Roller derby teams conclude their season


Dave Moore

Newcastle’s only female roller derby teams capped off their season on winning notes last month. The Whippin Hinnies, Newcastle’s B-team, edged out the Auld Reekie roller team (AARG) all star reserves 172-132, while the A-team, Canny Belters, skated to a 203-132 victory over the AARG all stars.

Roller derby, a contact sport where teams try to guide an elected team member around an oval or circular track to score points, came to Newcastle in 2009 with the establishment of the Newcastle Roller Girls’ three teams. Players take on pseudonyms and characters when playing the sport.

Jesmond resident and Roller Girls co-captain Penny Bizarre (Antonia Lister) told JesmondLocal the off-season is about hard work, training, and fundraising for the tournaments ahead.

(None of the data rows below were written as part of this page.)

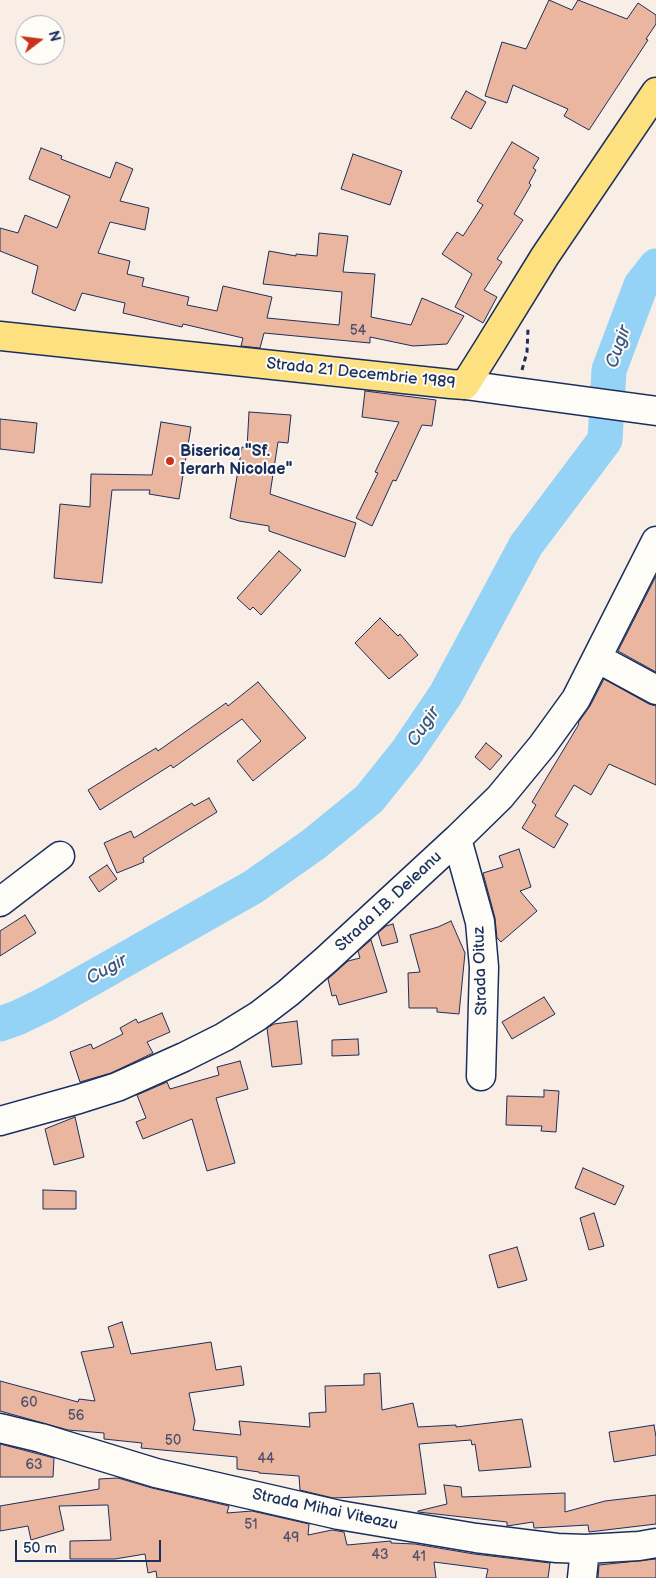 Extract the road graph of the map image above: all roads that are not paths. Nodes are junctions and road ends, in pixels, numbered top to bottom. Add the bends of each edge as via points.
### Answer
1 (656, 92) edge
2 (0, 336) edge
3 (464, 384) junction
4 (656, 411) edge
5 (656, 541) edge
6 (597, 658) junction
7 (656, 690) edge
8 (457, 840) junction
9 (60, 856) dead end
10 (0, 902) edge
11 (481, 1076) dead end
12 (0, 1121) edge
13 (0, 1428) edge
14 (656, 1543) edge
15 (585, 1549) junction
16 (582, 1578) edge

1 - 3 main road, Strada 21 Decembrie 1989 via 544,256
2 - 3 main road, Strada 21 Decembrie 1989
3 - 4 street
5 - 6 street, Strada I.B. Deleanu
6 - 7 street
6 - 8 street, Strada I.B. Deleanu via 576,699 542,746
8 - 11 street, Strada Oituz via 480,922 484,967
8 - 12 street, Strada I.B. Deleanu via 288,993 224,1037 117,1087
9 - 10 street
13 - 15 street, Strada Mihai Viteazu via 156,1473 339,1515 476,1538
14 - 15 street, Strada Mihai Viteazu
15 - 16 street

Bizarre has been skating for just over five years and enjoys the female camaraderie the sport had to offer. 

“Roller derby has an alternative edge to it and I suppose that is what attracted me to it. It happens to everyone, you get the bug,” she said.

When asked what was the most common misconception around the sport, she explained that most people don’t think it’s a regulated sport that includes referees. 

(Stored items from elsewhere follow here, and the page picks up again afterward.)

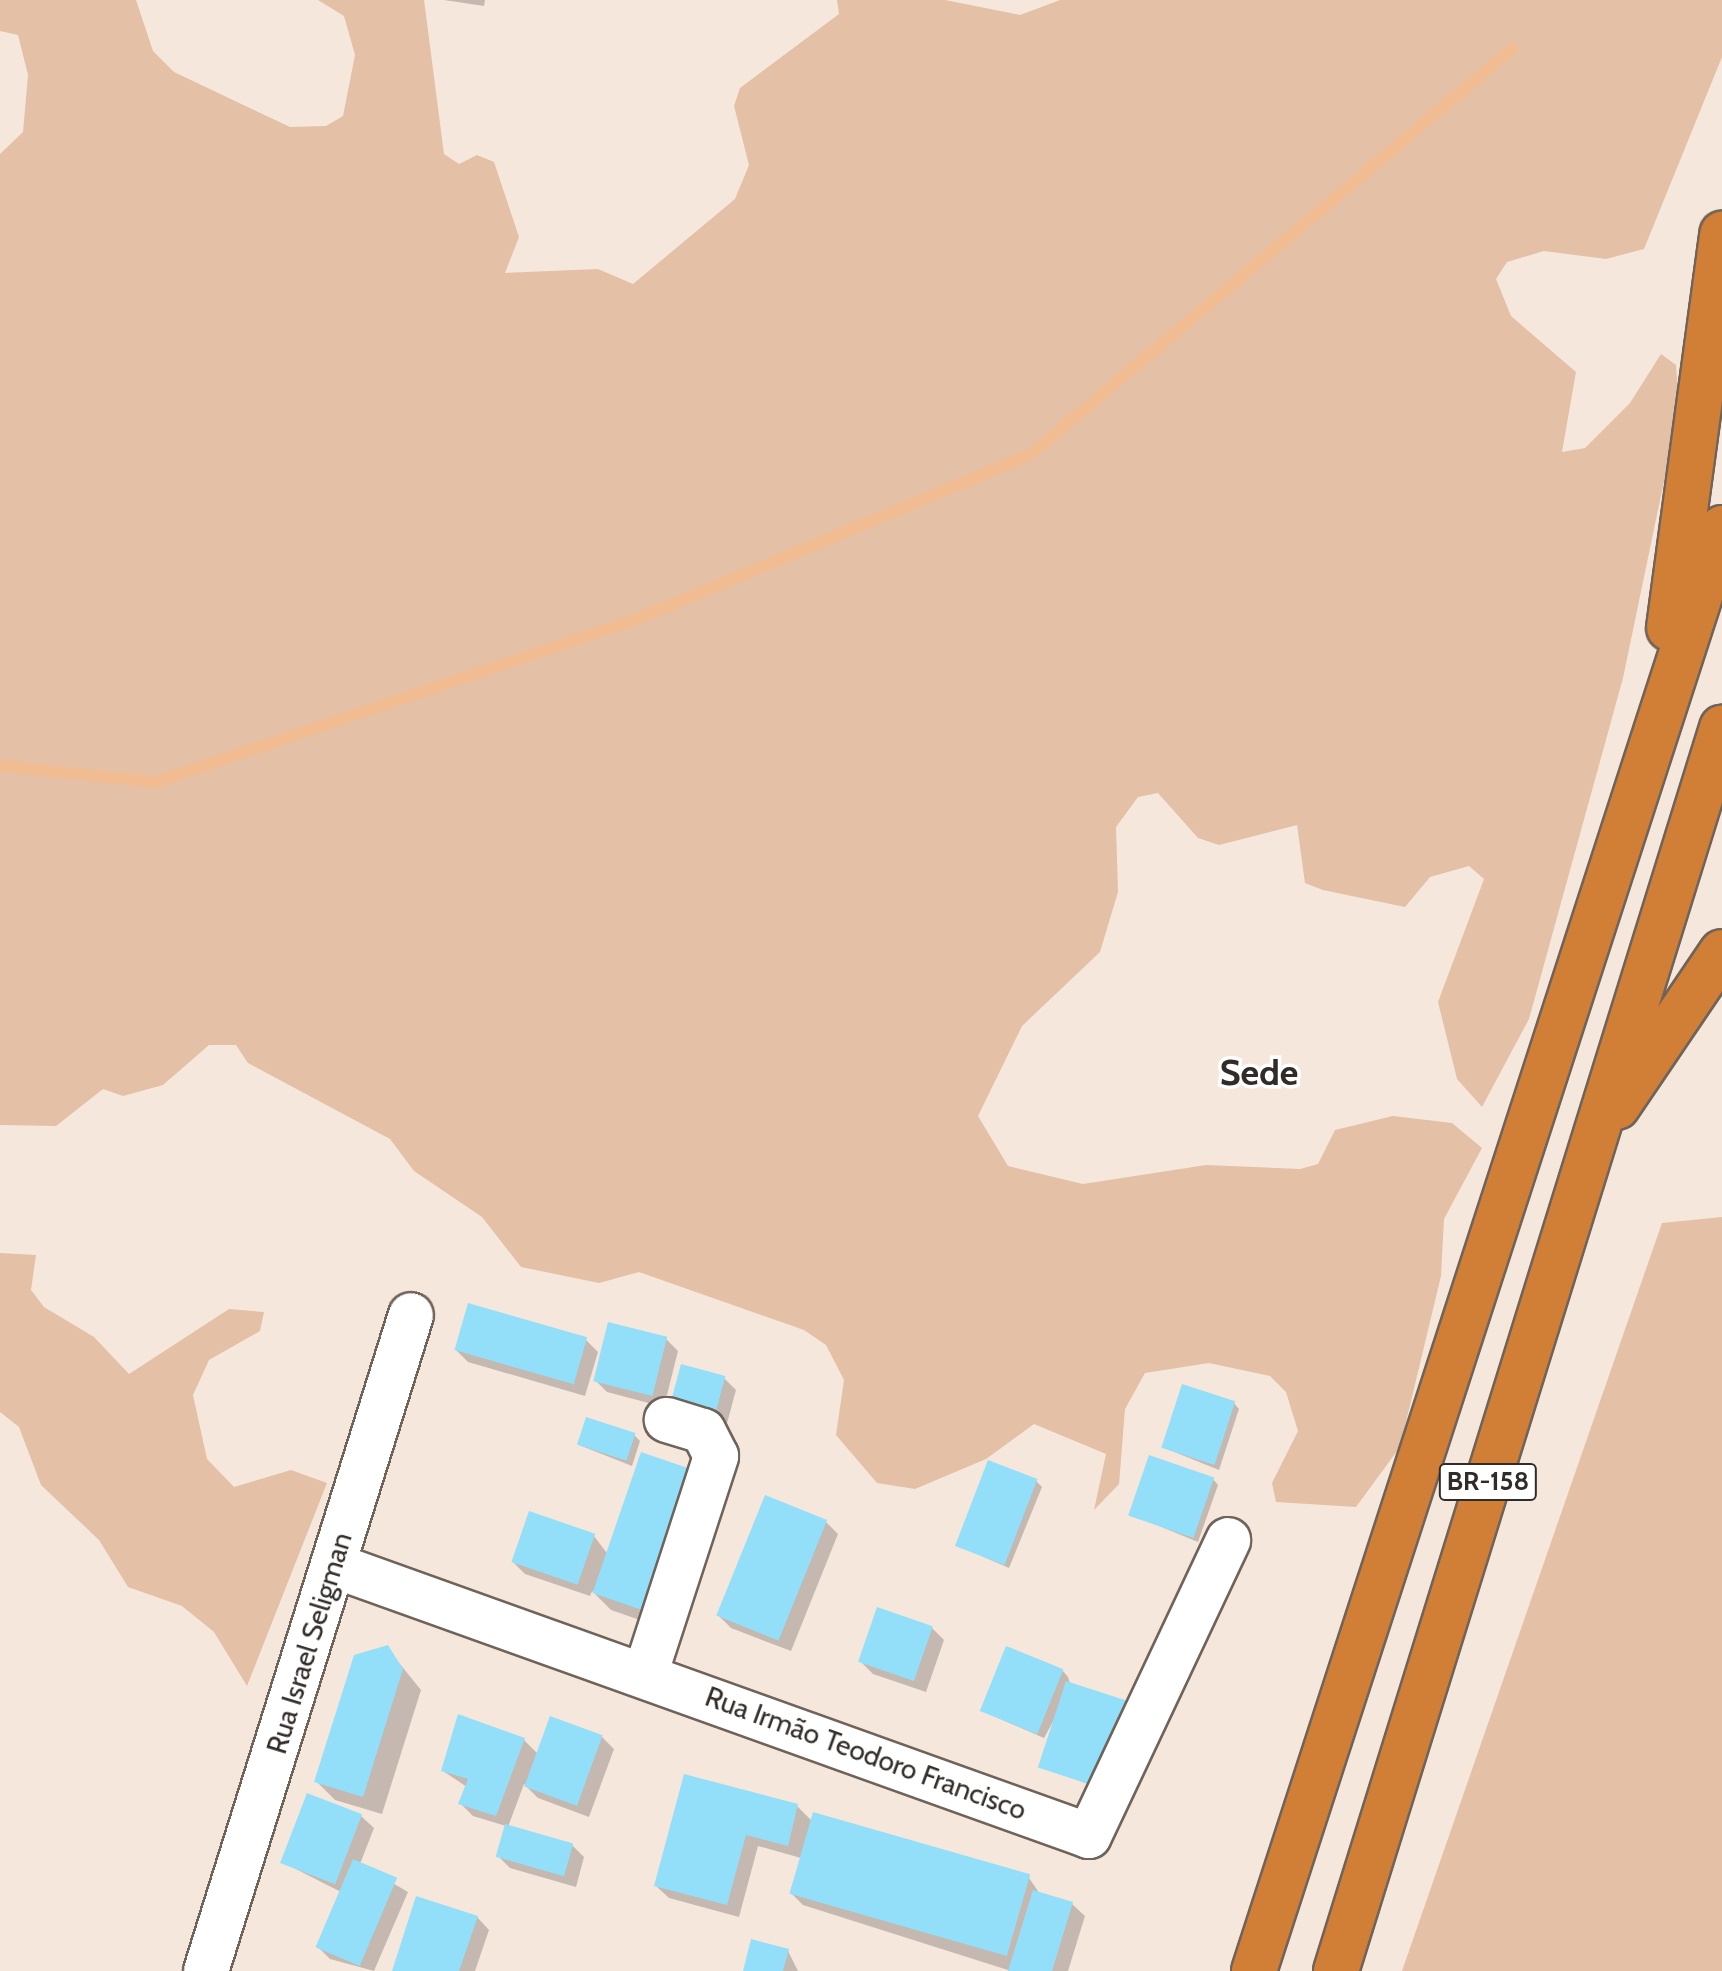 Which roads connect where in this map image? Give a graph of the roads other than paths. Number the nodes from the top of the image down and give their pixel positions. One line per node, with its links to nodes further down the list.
1 (1722, 234): 3 (highway, BR-158)
2 (1722, 528): 3 (highway, BR-158)
3 (1658, 721): 13 (highway, BR-158)
4 (1722, 728): 6 (highway, BR-158)
5 (1722, 952): 6 (highway, BR-158)
6 (1593, 1142): 14 (highway, BR-158)
7 (411, 1315): 10 (street, Rua Israel Seligman)
8 (667, 1420): 11 (street)
9 (1228, 1540): 11 (street, Rua Irmão Teodoro Francisco)
10 (333, 1565): 11 (street, Rua Irmão Teodoro Francisco); 12 (street, Rua Israel Seligman)
11 (646, 1672)
12 (211, 1969)
13 (1254, 1971)
14 (1336, 1971)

She also added that: “It’s a contact sport. There are rules and it’s aggressive, but we are playing a game tactically and strategically. We are not just going out to hurt people.”

The team’s PR and communications officer Helen Fussell explained roller derby is a small, grass roots sport where a team of individuals take on many roles to make the team function. She described it as by women for women.

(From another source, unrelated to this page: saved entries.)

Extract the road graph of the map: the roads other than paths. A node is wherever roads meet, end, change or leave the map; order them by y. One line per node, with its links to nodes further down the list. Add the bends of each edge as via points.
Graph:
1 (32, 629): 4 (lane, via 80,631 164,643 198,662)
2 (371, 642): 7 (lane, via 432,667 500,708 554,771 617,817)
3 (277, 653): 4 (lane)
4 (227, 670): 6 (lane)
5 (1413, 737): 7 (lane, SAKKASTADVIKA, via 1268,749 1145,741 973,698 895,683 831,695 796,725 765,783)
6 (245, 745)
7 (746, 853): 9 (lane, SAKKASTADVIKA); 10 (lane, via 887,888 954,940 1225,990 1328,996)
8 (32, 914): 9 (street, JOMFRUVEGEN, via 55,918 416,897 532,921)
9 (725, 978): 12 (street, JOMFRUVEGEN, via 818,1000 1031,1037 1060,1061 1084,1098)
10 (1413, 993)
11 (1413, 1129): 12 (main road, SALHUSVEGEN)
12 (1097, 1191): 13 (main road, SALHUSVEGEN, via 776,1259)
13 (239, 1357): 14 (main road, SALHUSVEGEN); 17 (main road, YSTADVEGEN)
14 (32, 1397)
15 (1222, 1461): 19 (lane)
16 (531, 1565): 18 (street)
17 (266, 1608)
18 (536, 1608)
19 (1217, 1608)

“It’s still fairly underground in some places,” Fussell said. “We just do what we can to get the word out.”

The A- and B-teams plan to play more international teams to better improve their overall ranking (though Newcastle’s A-team are ranked first in the United Kingdom Roller Derby Association rankings, they are 104th in the worldwide Women’s Flat Track Derby Association rankings) and Fussell expects that next year, they can make playoffs in the roller derby equivalent of the World Cup.

Getting to international tournaments requires paying your own way, though. “We all contribute towards our travel costs,” she explains. “For the big US tournament this year and hopefully next year, we do extra fundraising.”

“We can’t always travel. Financially you can’t make it work and go to the States so we want to put [a tournament] on here in Newcastle of that standard so that some of those higher ranked teams can come,” Fussell told JesmondLocal.

The Newcastle roller derby team is applying for the Aviva Community fund for the opportunity to host an international roller derby tournament in the city of Newcastle.

Penny Bizarre believes hosting a large scale tournament would mean more UK teams getting involved, and a chance to compete at a higher level.